I caught story after story from a time going back thirty plus years. I got into conversations and often asked who the most important player was during the Muscle Shoals era and over and over again the name Eddie Hinton came up. His story is one of triumph, tragedy and post mortem glory. In the last few years his recordings have been gathered from out of print Capricorn Records to rare self released material and put onto a collection of CD’s.  They are not easy to find but one can start with Anthology-1969-1998 A Mighty Field of Vision.

Marian McKay

Late last Saturday I went and saw Charlemagne Records’  Marian McKay singing jazz standards at Crestwood Coffee Company with The Mood Swings.  Charlemagne Records is the one of last independent record stores in Birmingham not unlike Grimey’s  it has a long rich history when Marian, her brother  and a best  friend started the shop in 1977 and it has remained at the same location in the Five Points area since then.

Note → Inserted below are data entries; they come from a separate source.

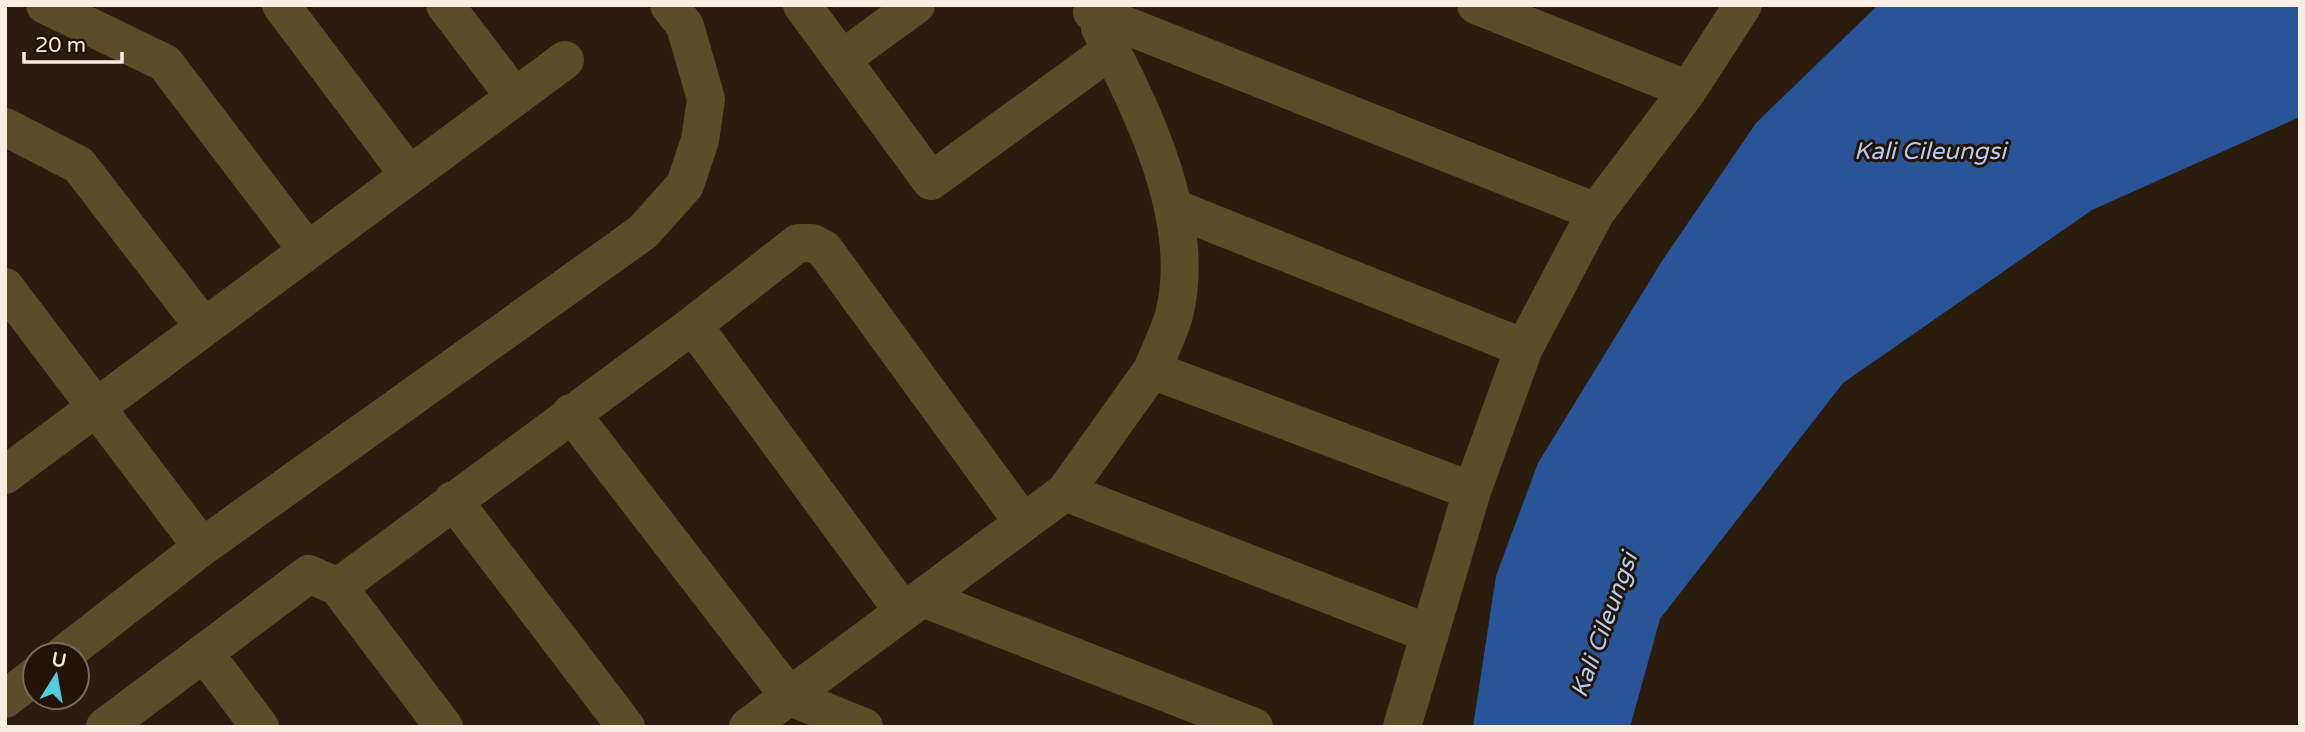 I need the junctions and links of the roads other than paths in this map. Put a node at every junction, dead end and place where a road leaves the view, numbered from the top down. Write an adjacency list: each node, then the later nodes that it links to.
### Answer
1 (46, 5): 19 (street)
2 (281, 5): 16 (street)
3 (445, 5): 14 (street)
4 (669, 5): 32 (street)
5 (802, 5): 12 (street)
6 (916, 5): 12 (street)
7 (1476, 5): 13 (street)
8 (1744, 5): 13 (street)
9 (1090, 9): 10 (street); 18 (street)
10 (1111, 50): 12 (street); 17 (street)
11 (565, 60): 14 (street)
12 (842, 60)
13 (1688, 90): 18 (street)
14 (514, 97): 16 (street)
15 (5, 127): 22 (street)
16 (409, 176): 19 (street)
17 (1174, 208): 23 (street); 24 (street)
18 (1596, 212): 23 (street)
19 (307, 250): 22 (street)
20 (6, 289): 25 (street)
21 (693, 325): 26 (street); 31 (street); 34 (street)
22 (204, 327): 25 (street)
23 (1524, 348): 28 (street)
24 (1152, 370): 28 (street); 29 (street)
25 (96, 406): 27 (street); 32 (street)
26 (571, 413): 30 (street); 39 (street)
27 (5, 475)
28 (1472, 491): 35 (street)
29 (1065, 492): 31 (street); 35 (street)
30 (453, 500): 33 (street); 44 (street)
31 (1022, 522): 34 (street)
32 (202, 547): 36 (street)
33 (338, 587): 37 (street); 43 (street)
34 (913, 605): 39 (street); 47 (street)
35 (1430, 634): 48 (street)
36 (81, 641)
37 (205, 653): 41 (street); 42 (street)
38 (21, 687): 40 (street)
39 (790, 696): 45 (street); 46 (street)
40 (5, 699)
41 (105, 727)
42 (260, 727)
43 (444, 727)
44 (626, 727)
45 (748, 727)
46 (864, 727)
47 (1254, 727)
48 (1402, 727) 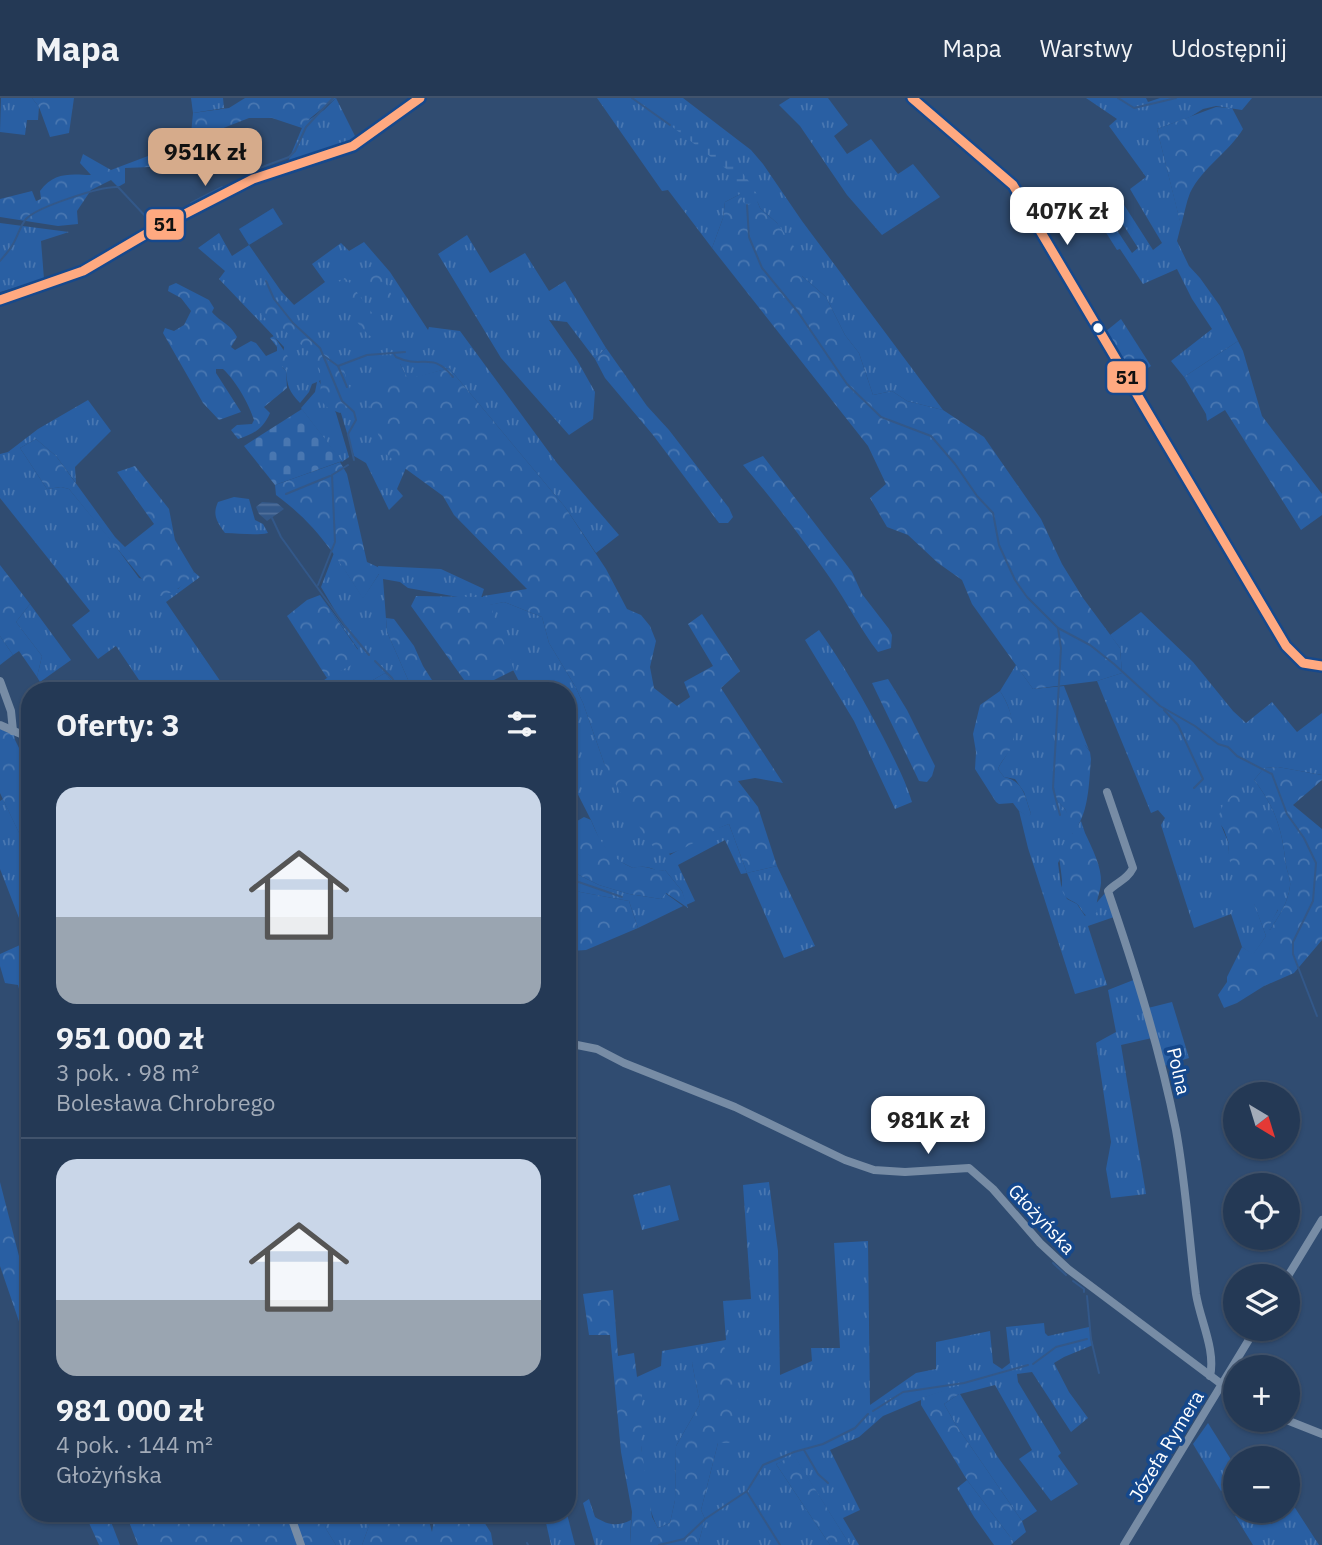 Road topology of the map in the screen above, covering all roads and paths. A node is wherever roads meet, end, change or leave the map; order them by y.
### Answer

The shop has lately seen a resurgence as vinyl is becoming increasingly popular among collectors.

We talked about the Alabama issue of Oxford American and how fantastic it was and the people they didn’t forget but when I brought up the fact that Eddie Hinton was not included there was nothing but silence. Eddie was the elephant in the room. Obviously, there were others left out but he was the one who sat in the doorway of Muscle Shoals Sound trading licks and stories, had Duane Allman crashing on his floor when he came to do session work and had style and songs that only fit in Muscle Shoals, where when he ended up moving because of a small marijuana bust in the seventies that forced him to leave town kind of lost his stride and place in the world. He remained an Alabaman to the core even if it meant living in his van in Birmingham in later years before he passed away in 1995.

Eddie with his trusted Tele

There are so many tracks not known by most the world but worthy to wave the Muscle Shoals flag such as “Concept World”, “Sad and Lonesome” or “Heavy Makes You Happy.” It is singular talents such as Eddie Hinton that I discovered while living in Alabama that make me proud that I was a part of that scene for some years.

The State of Alabama has gotten behind this presentation and declared 2011 “The Year of Alabama Music”. I am going to do my part by spotlighting at least one artist a month with roots in Alabama past and present.  I may have been born in California but Alabama is where I met Gregg Allman, Willie King, Tim Boykin, Mark Kimbrell, Chris Fryar, Adam Guthrie, Mandi Rae, Ian, Rick Carter, Kendra Sutton, Topper Price, Rickie Castrillo, Marty, Nathan Whitmore, Rick Kurtz, Rooster, Perch, Billy, Heath Green, David Hood, Kelvin Holly, Jesse Payne and Taylor Hollingsworth.  Alabama, the beautiful, where I got my “Mojo”.

Marian McKay & Her Mood Swings/ Live/ Birmingham,AL 1/8/2011

I may call Tennessee home but my heart is in Alabama.